Il faut savoir que cette technique dite de semence « population » est très encadrée réglementairement. Et la définition des termes est importante :

  • En premier lieu, il y a la semence certifiée. Cette semence est achetée et couverte par un certificat d’obtention végétale ou en brevet.
  • Ensuite il y a la semence non certifiée appelée semence paysanne. Celle-ci n’est pas couverte par un certificat d’obtention végétale ou en brevet.
  • Enfin, la semence fermière (de ferme), c’est tout simplement la semence issue d’une culture de la ferme certifiée.

En générale, une semence passe dans le domaine public dès qu’elle a 25 ans d’inscription au Catalogue officiel des espèces et variétés végétales. Cette durée est de 30 ans pour les graminées et légumineuses de cultures pérennes (de prairies).

Il faut savoir que la semence fermière est autorisée uniquement dans le cadre de certaines espèces, hors contrat de multiplication et sous couvert de payer une redevance si équivalente à 96 T de semences/ ferme en surface produite ou 10 ha de semences. Sont concernés en élevage laitier : le Lupin jaune, la Luzerne, le Pois fourrager, le Trèfle d'Alexandrie, le trèfle de Perse, la féverole, la vesce commune, l’Avoine, l’Orge, le seigle, le triticale, le blé tendre et le blé dur, l’épeautre, le Colza (fourrager et oléagineux), la navette.

Sont exclus : le maïs, le ray gras anglais, le trèfle blanc, le trèfle violet, la betterave fourragère.

Cette semence fermière issue de semence certifiée n’est pas autorisée à la vente ou à l’échange.

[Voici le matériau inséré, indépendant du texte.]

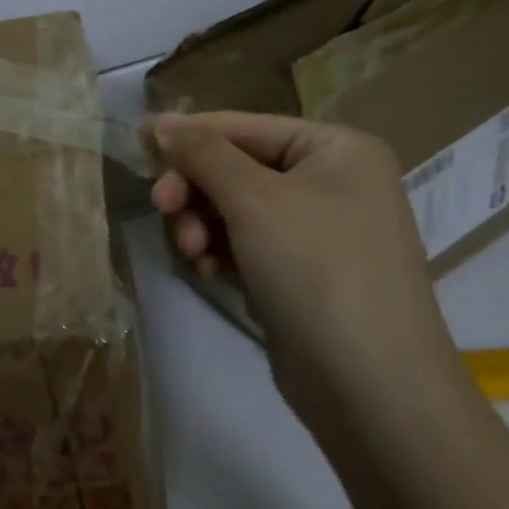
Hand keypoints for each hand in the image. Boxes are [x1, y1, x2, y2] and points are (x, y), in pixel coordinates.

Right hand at [148, 112, 460, 405]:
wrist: (371, 388)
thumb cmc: (317, 269)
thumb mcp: (254, 200)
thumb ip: (203, 153)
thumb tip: (161, 120)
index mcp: (336, 149)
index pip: (246, 126)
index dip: (190, 135)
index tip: (137, 148)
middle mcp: (331, 183)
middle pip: (237, 168)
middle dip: (196, 189)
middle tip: (161, 207)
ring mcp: (316, 232)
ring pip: (235, 209)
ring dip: (202, 224)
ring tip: (191, 252)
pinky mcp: (299, 274)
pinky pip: (245, 245)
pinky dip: (219, 252)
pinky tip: (204, 271)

En revanche, la semence paysanne (donc issue de semence non certifiée), est autorisée au re-semis dans l’élevage sans condition. Ce qui est le cas du maïs dit « de population ». Il pourra être vendu mais uniquement à des particuliers ou à des fins de conservation/recherche/sélection, et non à destination commerciale.

Depuis 2016, il reste possible de partager et d’échanger ces semences paysannes dans le cadre de l’entraide contre des fourrages, de la paille ou autres.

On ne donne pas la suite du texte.